From the mainstream media’s cheerleading point of view, this amounts to a huge win for Biden’s floundering administration — a political comeback has begun and just in time. It never seems to dawn on the commentariat that taxing businesses is not a magic answer to raising more revenue; instead, they are retarding the very growth sources that the country presently desperately needs. Also, the big state/big spending model that the new bill is part of is precisely why the beast of inflation has loosed its chains and is now devouring the Western public’s standard of living across the board. If fiscal profligacy is the ultimate problem, more fiscal profligacy cannot be the answer.

And despite the mainstream media never being burdened by self-awareness (with New York Times columnist Paul Krugman, totally wrong about the rise of inflation in the first place, telling CNN, in true Marie Antionette style, that the people he is talking to are “doing pretty well” economically), the American people know better. The math is simply the math.
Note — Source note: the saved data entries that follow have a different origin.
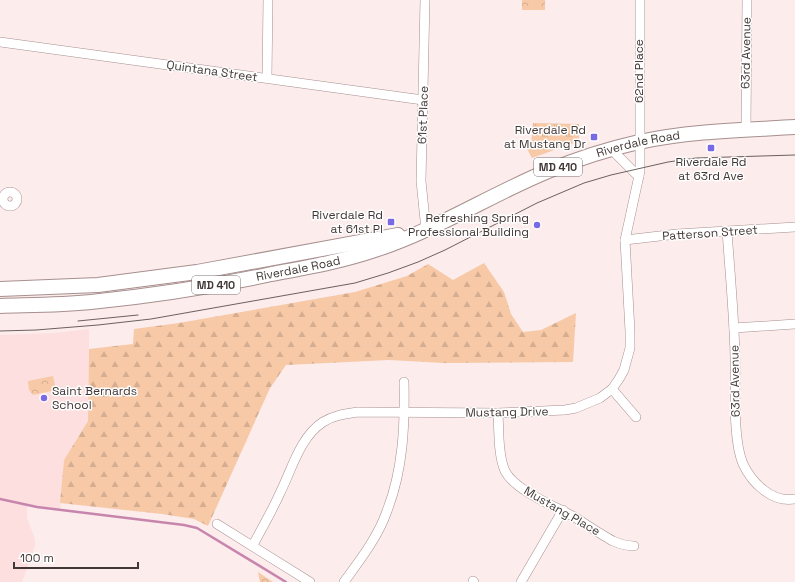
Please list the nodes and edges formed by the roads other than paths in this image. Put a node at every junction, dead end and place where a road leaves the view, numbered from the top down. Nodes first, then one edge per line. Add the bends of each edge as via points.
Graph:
1 (268, 0) edge
2 (425, 0) edge
3 (640, 0) edge
4 (747, 0) edge
5 (0, 42) edge
6 (267, 78) junction
7 (424, 100) junction
8 (795, 127) edge
9 (746, 130) junction
10 (640, 142) junction
11 (611, 149) junction
12 (639, 177) junction
13 (795, 226) edge
14 (426, 230) junction
15 (727, 231) junction
16 (625, 240) junction
17 (0, 289) edge
18 (0, 306) edge
19 (795, 324) edge
20 (734, 328) junction
21 (404, 382) dead end
22 (612, 389) junction
23 (404, 413) junction
24 (498, 413) junction
25 (636, 417) dead end
26 (795, 500) edge
27 (563, 510) junction
28 (217, 524) dead end
29 (253, 545) junction
30 (634, 546) dead end
31 (310, 582) edge
32 (344, 582) edge
33 (521, 582) edge

1 - 6 street
2 - 7 street, 61st Place
3 - 10 street, 62nd Place
4 - 9 street, 63rd Avenue
5 - 6 street, Quintana Street
6 - 7 street, Quintana Street
7 - 14 street, 61st Place via 421,181
8 - 9 main road, Riverdale Road / MD 410
9 - 10 main road, Riverdale Road / MD 410 via 675,136
10 - 11 main road, Riverdale Road / MD 410
10 - 12 street, Mustang Drive
11 - 12 street
11 - 14 main road, Riverdale Road / MD 410 via 533,177
12 - 16 street, Mustang Drive
13 - 15 street, Patterson Street
14 - 17 main road, Riverdale Road / MD 410 via 197,272 98,284
14 - 18 main road, Riverdale Road / MD 410 via 378,250 340,261 239,281 90,302
15 - 16 street, Patterson Street
15 - 20 street, 63rd Avenue
16 - 22 street, Mustang Drive via 630,348 624,370
19 - 20 street
20 - 26 street, 63rd Avenue via 736,413 743,463 755,482 772,496
21 - 23 street
22 - 24 street, Mustang Drive via 600,398 576,408
22 - 25 street
23 - 24 street, Mustang Drive
23 - 29 street, Mustang Drive via 341,414 315,428 302,445
23 - 32 street via 401,459 387,512 374,538
24 - 27 street, Mustang Place via 501,455 506,471 517,484 531,494
27 - 30 street, Mustang Place via 611,540 626,546
27 - 33 street
28 - 29 street
29 - 31 street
Beyond the recession, inflation hit a 40-year high of 9.1 percent in June, proving to be not as “transitory” as the White House had earlier assured us it would be. A June Newsmakers poll found that a dominant 76 percent of registered voters are very concerned by inflation’s rise, with 72 percent saying it amounts to the country’s largest problem (a whopping 62 points higher in concern than COVID-19).

Despite Biden changing his tune over inflation many times — including calling it transitory before blaming it on Vladimir Putin and then greedy energy companies — the American public has made up its mind. In the same Newsmakers poll, a plurality of 42 percent say Biden is the person most to blame for inflation getting out of hand. This tracks with a July RealClearPolitics poll that found that only 33 percent approve of Biden’s handling of the economy, while a decisive 64 percent disapprove.

It is little wonder that, as he is blamed for causing the biggest problem America is presently saddled with, Biden’s approval numbers — the single most important factor in the past generation in determining the outcome of midterm elections — are subterranean. The present RealClearPolitics average of polls finds the president with only a 40 percent rating, while 56 percent disapprove of his performance. Even worse, a July CNN poll found that a decisive 75 percent of Democratic-leaning voters want someone other than Biden to run in 2024, up dramatically from only 45 percent in February.

Ignore the present desperate cheerleading; wish fulfillment must not take the place of genuine, facts-driven political risk. Biden and the Democrats are set to lose the House by a hefty margin of about 30 seats. No amount of whistling past the graveyard can wish away the ghost of inflation.